(Saved entries):
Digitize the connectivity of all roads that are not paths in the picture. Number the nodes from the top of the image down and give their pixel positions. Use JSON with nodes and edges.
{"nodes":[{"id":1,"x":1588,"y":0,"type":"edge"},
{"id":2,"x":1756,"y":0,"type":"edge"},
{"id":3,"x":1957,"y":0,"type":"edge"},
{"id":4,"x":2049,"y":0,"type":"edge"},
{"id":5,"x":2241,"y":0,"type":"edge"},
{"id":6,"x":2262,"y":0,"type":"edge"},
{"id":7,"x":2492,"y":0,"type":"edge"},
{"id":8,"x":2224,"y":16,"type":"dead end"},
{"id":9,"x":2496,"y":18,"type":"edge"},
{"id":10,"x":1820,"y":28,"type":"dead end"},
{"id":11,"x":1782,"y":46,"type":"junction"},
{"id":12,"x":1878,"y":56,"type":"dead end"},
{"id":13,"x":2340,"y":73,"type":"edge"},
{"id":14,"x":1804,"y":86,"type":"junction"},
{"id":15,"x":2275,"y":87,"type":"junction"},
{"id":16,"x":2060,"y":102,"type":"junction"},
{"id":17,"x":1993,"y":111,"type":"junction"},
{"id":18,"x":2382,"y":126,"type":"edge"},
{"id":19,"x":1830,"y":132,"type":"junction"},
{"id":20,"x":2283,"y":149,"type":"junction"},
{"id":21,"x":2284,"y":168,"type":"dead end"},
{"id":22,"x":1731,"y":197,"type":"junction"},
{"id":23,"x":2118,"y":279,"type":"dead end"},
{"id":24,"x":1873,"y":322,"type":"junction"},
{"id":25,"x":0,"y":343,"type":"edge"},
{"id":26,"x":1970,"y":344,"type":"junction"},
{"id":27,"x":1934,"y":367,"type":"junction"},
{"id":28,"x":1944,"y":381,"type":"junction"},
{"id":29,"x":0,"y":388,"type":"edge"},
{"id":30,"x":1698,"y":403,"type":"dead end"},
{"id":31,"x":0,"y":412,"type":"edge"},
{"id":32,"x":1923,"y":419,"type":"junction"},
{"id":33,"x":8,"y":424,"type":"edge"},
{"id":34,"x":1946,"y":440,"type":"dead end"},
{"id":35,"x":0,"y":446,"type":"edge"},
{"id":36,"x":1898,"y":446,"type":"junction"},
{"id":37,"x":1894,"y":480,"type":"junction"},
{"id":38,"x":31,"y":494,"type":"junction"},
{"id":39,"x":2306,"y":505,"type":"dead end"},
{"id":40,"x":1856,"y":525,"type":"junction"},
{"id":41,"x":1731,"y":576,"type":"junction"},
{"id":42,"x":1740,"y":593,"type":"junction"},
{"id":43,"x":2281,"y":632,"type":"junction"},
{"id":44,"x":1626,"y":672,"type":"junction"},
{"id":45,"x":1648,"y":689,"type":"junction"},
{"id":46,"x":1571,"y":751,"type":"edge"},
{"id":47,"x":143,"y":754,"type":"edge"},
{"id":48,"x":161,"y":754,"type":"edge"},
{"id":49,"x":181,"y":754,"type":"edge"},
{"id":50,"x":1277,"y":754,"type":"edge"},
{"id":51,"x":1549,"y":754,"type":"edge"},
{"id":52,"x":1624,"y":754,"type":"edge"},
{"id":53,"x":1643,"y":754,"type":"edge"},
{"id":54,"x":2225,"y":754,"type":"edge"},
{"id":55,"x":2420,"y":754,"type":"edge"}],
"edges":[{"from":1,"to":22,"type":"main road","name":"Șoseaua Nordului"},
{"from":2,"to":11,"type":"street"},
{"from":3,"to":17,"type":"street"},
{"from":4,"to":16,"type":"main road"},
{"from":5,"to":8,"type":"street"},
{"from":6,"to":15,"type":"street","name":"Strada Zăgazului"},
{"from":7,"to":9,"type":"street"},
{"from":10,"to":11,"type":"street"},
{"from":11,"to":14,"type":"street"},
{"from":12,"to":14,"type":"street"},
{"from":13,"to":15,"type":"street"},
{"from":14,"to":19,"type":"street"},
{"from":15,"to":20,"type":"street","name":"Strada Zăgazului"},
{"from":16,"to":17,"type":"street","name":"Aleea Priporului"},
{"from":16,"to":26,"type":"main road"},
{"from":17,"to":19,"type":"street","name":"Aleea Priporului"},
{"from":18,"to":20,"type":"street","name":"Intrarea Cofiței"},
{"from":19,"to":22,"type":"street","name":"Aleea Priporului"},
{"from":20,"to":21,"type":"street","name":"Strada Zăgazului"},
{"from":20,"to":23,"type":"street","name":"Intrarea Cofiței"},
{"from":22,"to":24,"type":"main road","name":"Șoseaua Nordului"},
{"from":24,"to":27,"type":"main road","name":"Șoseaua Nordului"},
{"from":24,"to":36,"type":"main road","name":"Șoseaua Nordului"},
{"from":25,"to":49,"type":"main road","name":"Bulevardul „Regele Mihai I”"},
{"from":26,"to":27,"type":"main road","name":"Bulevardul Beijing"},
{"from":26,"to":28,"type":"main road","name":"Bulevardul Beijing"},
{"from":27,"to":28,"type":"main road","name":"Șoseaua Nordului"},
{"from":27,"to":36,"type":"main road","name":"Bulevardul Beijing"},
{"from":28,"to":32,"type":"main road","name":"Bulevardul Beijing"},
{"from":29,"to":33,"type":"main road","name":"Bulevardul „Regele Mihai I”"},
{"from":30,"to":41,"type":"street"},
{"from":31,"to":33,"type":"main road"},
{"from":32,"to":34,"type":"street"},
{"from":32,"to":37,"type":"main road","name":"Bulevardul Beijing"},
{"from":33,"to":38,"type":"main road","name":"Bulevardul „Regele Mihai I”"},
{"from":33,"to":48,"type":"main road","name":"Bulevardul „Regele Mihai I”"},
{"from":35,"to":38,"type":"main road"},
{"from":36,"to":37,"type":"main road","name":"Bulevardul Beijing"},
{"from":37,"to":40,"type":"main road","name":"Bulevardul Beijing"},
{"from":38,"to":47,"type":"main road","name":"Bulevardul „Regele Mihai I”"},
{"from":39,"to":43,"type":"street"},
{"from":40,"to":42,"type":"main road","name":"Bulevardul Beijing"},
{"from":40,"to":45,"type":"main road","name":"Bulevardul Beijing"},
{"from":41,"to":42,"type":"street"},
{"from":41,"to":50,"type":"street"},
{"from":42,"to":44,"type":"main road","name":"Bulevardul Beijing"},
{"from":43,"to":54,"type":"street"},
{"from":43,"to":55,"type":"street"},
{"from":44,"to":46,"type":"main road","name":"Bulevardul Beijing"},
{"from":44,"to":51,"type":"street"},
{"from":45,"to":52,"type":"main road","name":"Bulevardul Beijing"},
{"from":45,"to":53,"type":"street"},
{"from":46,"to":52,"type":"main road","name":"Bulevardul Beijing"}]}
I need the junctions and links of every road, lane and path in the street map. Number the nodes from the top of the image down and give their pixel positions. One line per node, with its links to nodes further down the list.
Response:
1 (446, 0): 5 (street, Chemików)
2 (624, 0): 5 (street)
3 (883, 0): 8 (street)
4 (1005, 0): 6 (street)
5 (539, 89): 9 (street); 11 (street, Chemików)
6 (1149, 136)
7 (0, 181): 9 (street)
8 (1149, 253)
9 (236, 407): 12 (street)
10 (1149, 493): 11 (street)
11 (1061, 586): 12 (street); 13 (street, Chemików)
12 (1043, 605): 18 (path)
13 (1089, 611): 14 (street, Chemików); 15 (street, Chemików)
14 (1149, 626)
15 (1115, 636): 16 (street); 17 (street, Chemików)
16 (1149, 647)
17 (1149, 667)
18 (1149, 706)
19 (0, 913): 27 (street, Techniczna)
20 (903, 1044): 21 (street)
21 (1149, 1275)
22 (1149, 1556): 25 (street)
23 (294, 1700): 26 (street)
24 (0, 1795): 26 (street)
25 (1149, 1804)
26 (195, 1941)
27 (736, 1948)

(YOUR INSTRUCTIONS):
I need the number of lines in the entries that include "Șoseaua"; please give that number and nothing else.

(RESPONSE TO THE TASK):
5